When I was five years old, I took dance. I remember very little about the classes themselves. The recital, however, remains vivid. All of us little girls wore black leotards and brown earmuffs and danced to the “Winnie the Pooh” song. Our teacher was just off stage, dancing along to the music, and we watched her, mimicking the steps just a moment or two behind her. I have images of rows of people, unrecognizable in the darkness; the tinny quality of the music filling the theater; the feel of fuzzy earmuffs on my head. The next thing I recall is finding a seat next to my mom in the balcony after my performance, marveling at how high up we seemed and how far away from the stage.

I told my mother later that I didn’t want to take dance again. It seems to me that she wondered why and tried to convince me to continue, but I refused. Maybe I’m remembering it wrong; that happens, especially with such an early memory. I wish I could ask her about it now. What I am sure of, though, is that I did not take any more dance lessons and how much I regretted that later. I wished she had insisted. Pushed just a little more. I wished that she could somehow see through my fear of not being good enough to the desire to become good enough; see through my initial fear to the satisfaction of accomplishment; see through my general hesitancy and make me reach just a little deeper to touch the happiness I felt on the stage. But I had said what I wanted, and although she didn’t understand it she took me at my word.

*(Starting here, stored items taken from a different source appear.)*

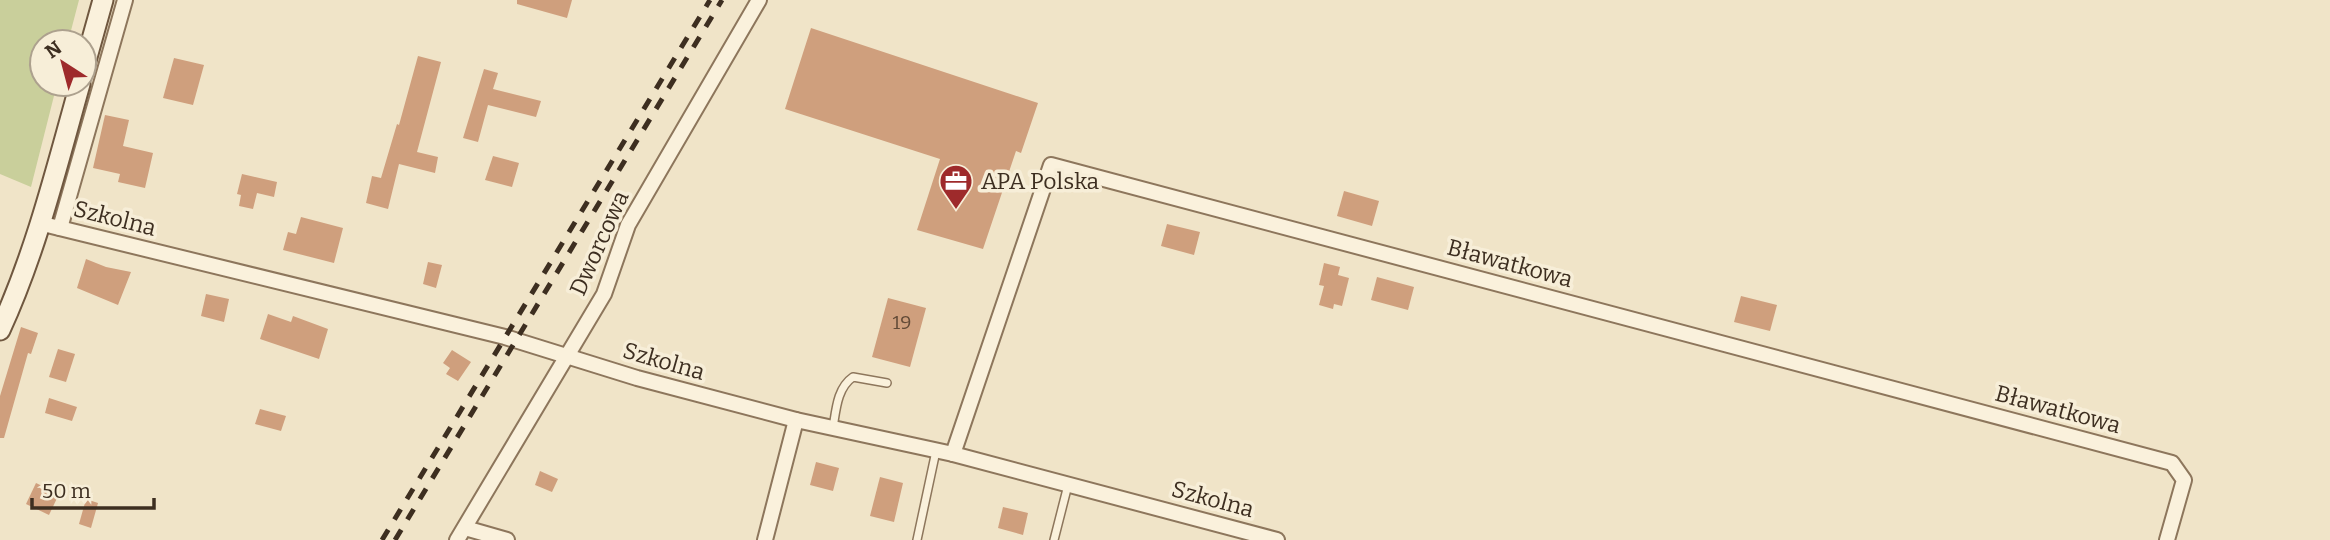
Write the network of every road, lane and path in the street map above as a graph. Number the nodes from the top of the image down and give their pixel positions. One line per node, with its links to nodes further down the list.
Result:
1 (103, 0): 4 (main road)
2 (125, 0): 6 (street)
3 (759, 0): 10 (street, Dworcowa)
4 (95, 28)
5 (75, 98): 7 (main road)
6 (97, 99): 8 (street)
7 (39, 223): 8 (street, Szkolna); 9 (main road)
8 (60, 228): 10 (street, Szkolna)
9 (0, 330)
10 (566, 356): 12 (street, Szkolna); 17 (street, Dworcowa)
11 (887, 383): 13 (lane)
12 (796, 420): 13 (street, Szkolna); 19 (street)
13 (833, 429): 14 (street, Szkolna)
14 (936, 450): 15 (street, Szkolna); 20 (lane)
15 (953, 454): 16 (street, Szkolna); 23 (street, Bławatkowa)
16 (1068, 484): 21 (lane); 22 (street, Szkolna)
17 (461, 534): 18 (street)
18 (507, 540)
19 (765, 540)
20 (917, 540)
21 (1054, 540)
22 (1278, 540)
23 (2167, 540)

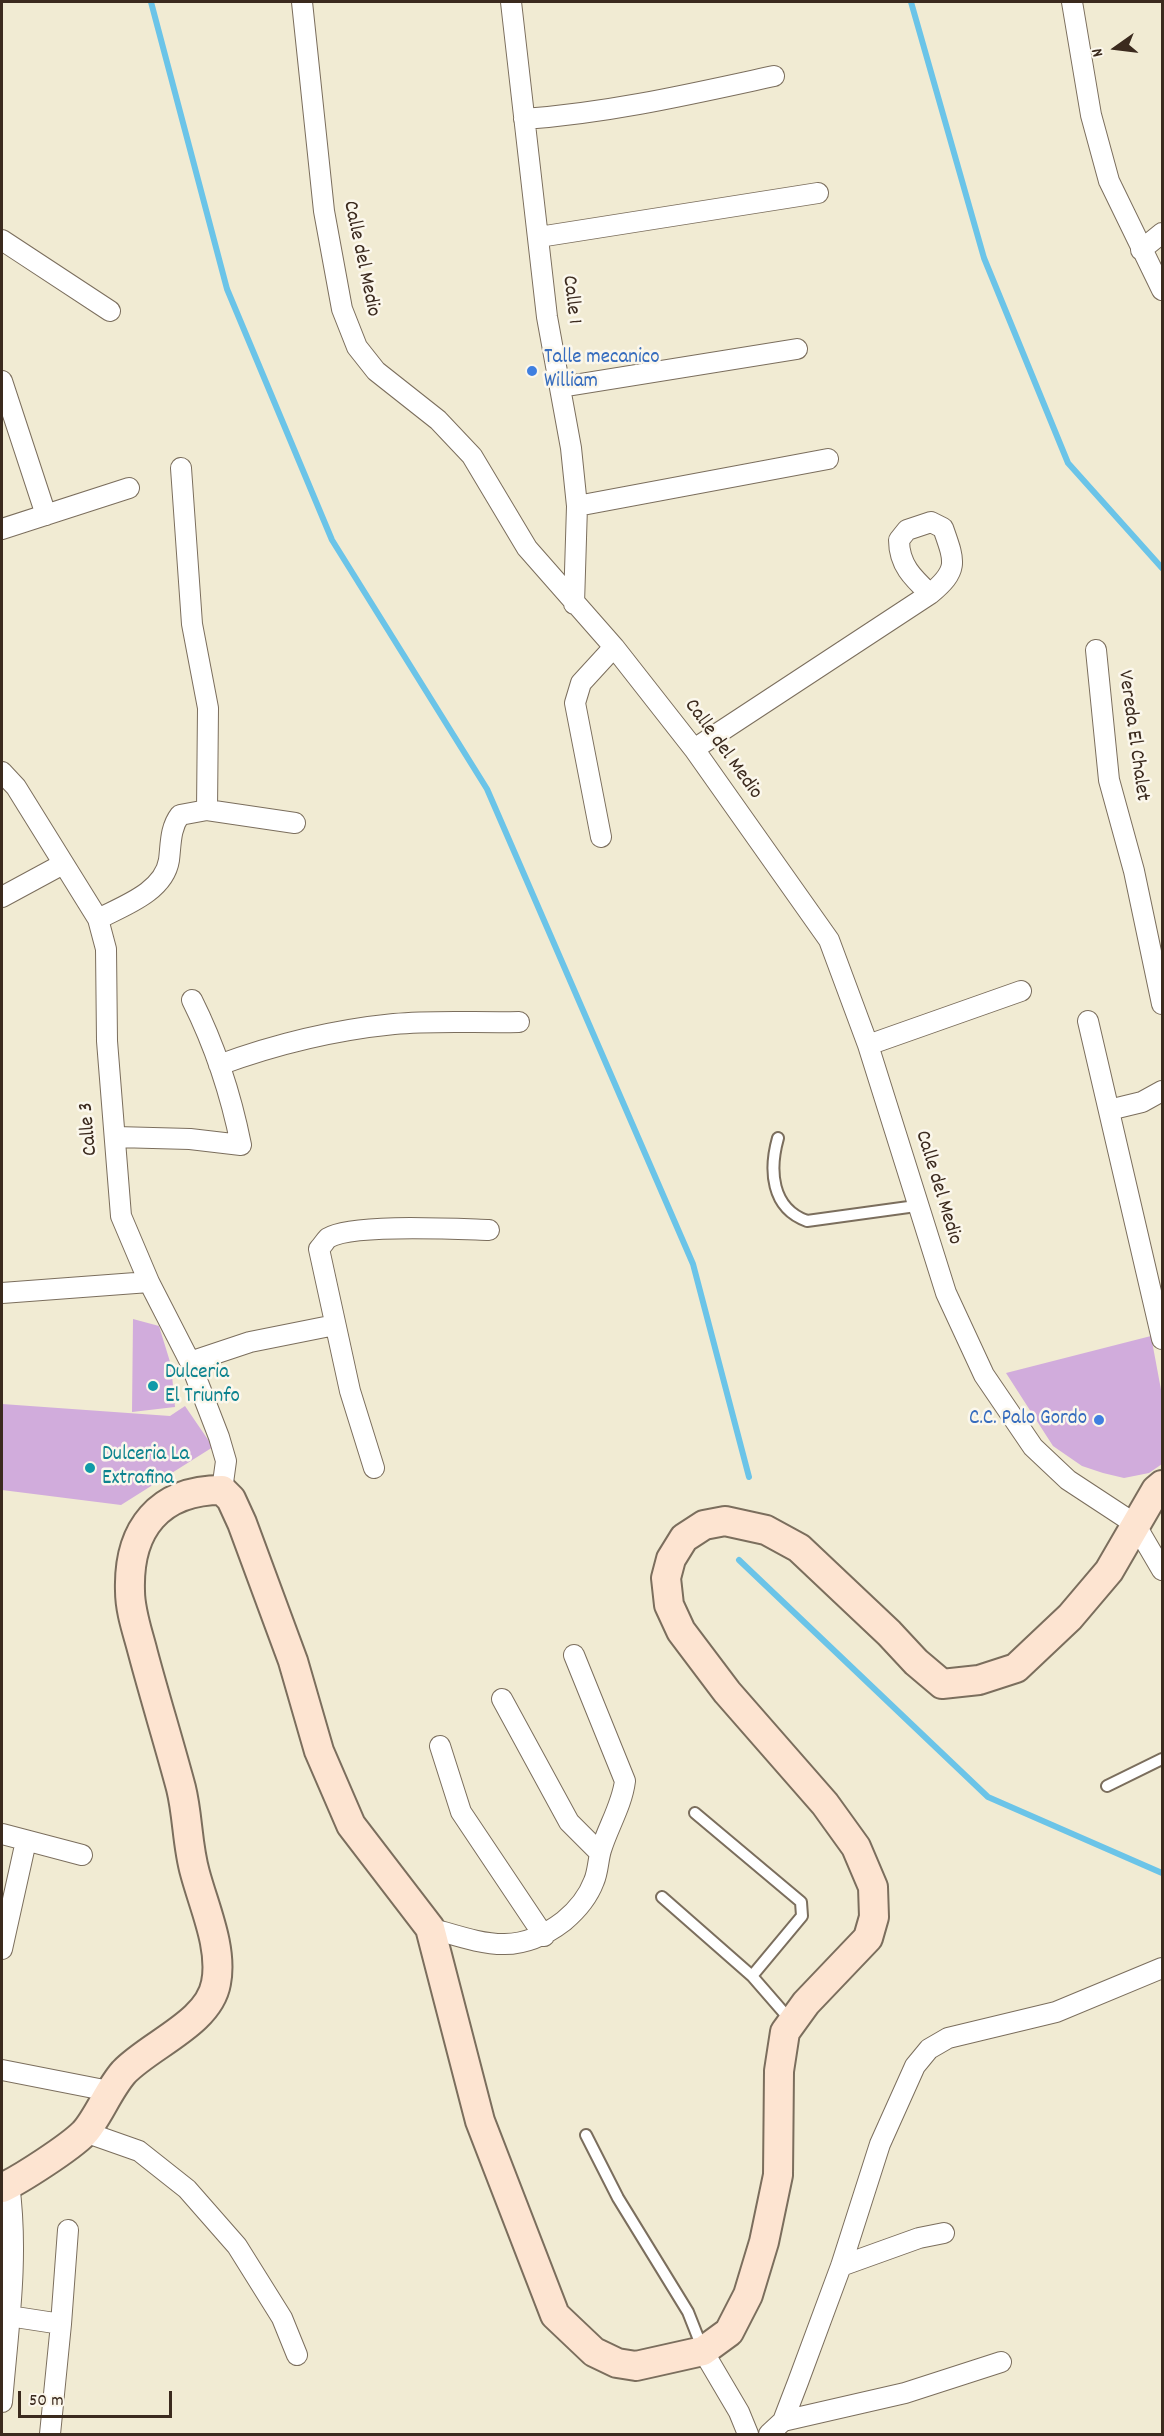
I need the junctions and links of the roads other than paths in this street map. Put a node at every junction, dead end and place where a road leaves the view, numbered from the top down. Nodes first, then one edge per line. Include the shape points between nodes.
1 (302, 2) edge
2 (511, 2) edge
3 (1072, 2) edge
4 (774, 76) dead end
5 (524, 119) junction
6 (818, 193) dead end
7 (1162, 233) edge
8 (539, 237) junction
9 (2, 240) edge
10 (1141, 250) junction
11 (1162, 290) edge
12 (110, 311) dead end
13 (797, 349) dead end
14 (2, 381) edge
15 (561, 387) junction
16 (828, 459) dead end
17 (181, 468) dead end
18 (129, 488) dead end
19 (577, 506) junction
20 (46, 515) junction
21 (2, 529) edge
22 (930, 594) dead end
23 (574, 604) junction
24 (614, 647) junction
25 (1096, 650) dead end
26 (694, 749) junction
27 (2, 772) edge
28 (207, 810) junction
29 (295, 823) dead end
30 (601, 837) dead end
31 (63, 864) junction
32 (2, 897) edge
33 (98, 919) junction
34 (1021, 991) dead end
35 (192, 1000) dead end
36 (1162, 1005) edge
37 (1088, 1021) dead end
38 (519, 1022) dead end
39 (868, 1045) junction
40 (219, 1065) junction
41 (1162, 1091) edge
42 (1109, 1110) junction
43 (116, 1137) junction
44 (778, 1138) dead end
45 (916, 1206) junction
46 (489, 1230) dead end
47 (148, 1282) junction
48 (2, 1293) edge
49 (335, 1325) junction
50 (1162, 1339) edge
51 (190, 1362) junction
52 (374, 1468) dead end
53 (1162, 1485) edge
54 (222, 1490) junction
55 (1135, 1524) junction
56 (1162, 1570) edge
57 (573, 1655) dead end
58 (502, 1699) dead end
59 (440, 1746) dead end
60 (1162, 1759) edge
61 (1107, 1786) dead end
62 (695, 1813) dead end
63 (2, 1834) edge
64 (26, 1841) junction
65 (600, 1853) junction
66 (82, 1855) dead end
67 (662, 1897) dead end
68 (430, 1928) junction
69 (544, 1936) junction
70 (2, 1949) edge
71 (1162, 1968) edge
72 (752, 1976) junction
73 (793, 2022) junction
74 (2, 2070) edge
75 (109, 2091) junction
76 (85, 2132) junction
77 (586, 2135) dead end
78 (5, 2186) edge
79 (68, 2230) dead end
80 (944, 2233) dead end
81 (841, 2266) junction
82 (9, 2316) junction
83 (61, 2324) junction
84 (704, 2350) junction
85 (297, 2355) dead end
86 (1001, 2362) dead end
87 (2, 2402) edge
88 (776, 2428) edge
89 (50, 2434) edge
90 (748, 2434) edge

1 - 23 street, Calle del Medio via 324,211 342,309 357,347 376,371 438,420 472,456 527,548
2 - 5 street, Calle 1
3 - 10 street via 1091,116 1106,170
4 - 5 street via 618,108
5 - 8 street, Calle 1
6 - 8 street
7 - 10 street
8 - 15 street, Calle 1 via 547,317
9 - 12 street
10 - 11 street
13 - 15 street
14 - 20 street
15 - 19 street, Calle 1
16 - 19 street
17 - 28 street via 192,624 208,708
18 - 20 street
19 - 23 street, Calle 1
20 - 21 street
22 - 26 street
23 - 24 street, Calle del Medio
24 - 26 street, Calle del Medio
24 - 30 street via 581,683 575,703
25 - 36 street, Vereda El Chalet via 1110,780
26 - 39 street, Calle del Medio via 829,940
27 - 31 street, Calle 3 via 16,787
28 - 29 street
28 - 33 street via 180,815 174,822 168,864 158,883
31 - 32 street
31 - 33 street, Calle 3
33 - 43 street, Calle 3 via 106,948 107,1041
34 - 39 street
35 - 40 street
37 - 42 street
38 - 40 street via 384,1026 319,1035
39 - 45 street, Calle del Medio
40 - 43 street via 241,1145
41 - 42 street via 1142,1102
42 - 50 street
43 - 47 street, Calle 3 via 121,1216
44 - 45 lane via 773,1157 774,1180 780,1199 792,1216 807,1221
45 - 55 street, Calle del Medio via 946,1293 984,1375 1032,1447 1068,1480
46 - 49 street via 346,1232 328,1239 319,1249
47 - 48 street
47 - 51 street, Calle 3
49 - 51 street via 250,1342
49 - 52 street
51 - 54 street, Calle 3 via 226,1461
53 - 55 main road
54 - 68 main road via 231,1499 242,1523 293,1661 319,1751 351,1825
54 - 75 main road via 189,1492 165,1503 147,1521 136,1544 130,1592 140,1643 181,1790 194,1870 215,1944 217,1981 212,2000 200,2014 125,2071
55 - 56 street
55 - 73 main road via 1104,1578 1016,1668 979,1680 942,1684 799,1548 766,1530 725,1521 704,1525 684,1539 671,1559 666,1578 669,1605 681,1631 727,1692 825,1804 856,1847 873,1887 874,1917 868,1938 806,2002
57 - 65 street via 625,1781 623,1796
58 - 65 street via 569,1822
59 - 69 street via 461,1812
60 - 61 lane
62 - 72 lane via 801,1902 802,1916
63 - 64 street
64 - 66 street
64 - 70 street
65 - 69 street via 594,1881 577,1910
67 - 72 lane
68 - 69 street via 488,1944 521,1944
68 - 84 main road via 480,2121 555,2315 594,2352 617,2363 636,2366
71 - 81 street via 1056,2012 948,2038 929,2049 915,2066 880,2144
72 - 73 lane
73 - 84 main road via 785,2032 779,2071 778,2175 764,2242 748,2295 729,2332
74 - 75 street
75 - 76 main road
76 - 78 main road
76 - 85 street via 138,2151 187,2189 237,2246 282,2318
77 - 84 lane via 618,2198 688,2312
78 - 82 street via 14,2218
79 - 83 street
80 - 81 street
81 - 88 street
82 - 83 street
82 - 87 street
83 - 89 street
84 - 90 street
86 - 88 street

The memory of my brief dancing experience became weighted with a regret that’s hard to define. It’s not that I think more classes would have changed the trajectory of my life; I was not destined to become a dancer. No, the regret was about how I could feel something, want something, and not know how to express it. It’s not that I wanted to quit dancing, but that I didn’t know how to handle the stress, the challenge, the fear and the excitement of it all. I was five years old, I wanted to dance, didn’t want to feel as overwhelmed as I did sometimes, and didn’t know how to get what I really wanted. 

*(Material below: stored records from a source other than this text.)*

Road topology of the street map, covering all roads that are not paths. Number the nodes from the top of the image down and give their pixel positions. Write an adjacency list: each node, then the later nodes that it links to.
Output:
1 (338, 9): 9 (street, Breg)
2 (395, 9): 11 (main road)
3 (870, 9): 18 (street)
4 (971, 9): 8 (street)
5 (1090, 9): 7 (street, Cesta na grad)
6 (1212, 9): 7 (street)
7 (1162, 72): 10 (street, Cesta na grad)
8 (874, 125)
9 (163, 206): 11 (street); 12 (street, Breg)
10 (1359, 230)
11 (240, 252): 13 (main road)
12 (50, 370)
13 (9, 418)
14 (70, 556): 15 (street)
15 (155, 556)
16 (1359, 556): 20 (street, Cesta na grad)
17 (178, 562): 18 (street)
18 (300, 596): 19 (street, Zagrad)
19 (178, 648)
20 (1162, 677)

The little girl I was blamed her for my regret. I understand now, of course, that it was part of my learning and growing up, and that she did her best trying to give me what I said I wanted. In the face of regret, forgiving both of us became the lesson: forgiving her for not hearing what I wasn’t saying and myself for fumbling my way through complex, mixed emotions.

Life never gets any simpler. It’s still full of complex, mixed emotions. But I’m not five anymore, hoping someone will read my mind. If I’m misunderstood, I can take steps to clarify; if I’m overwhelmed, I can make the changes I need without walking away from what I want; if I’m stressed, afraid, uncertain, I can reach out for help and keep reaching until I get it. I can know my own mind. That is the beginning of everything.

I love you.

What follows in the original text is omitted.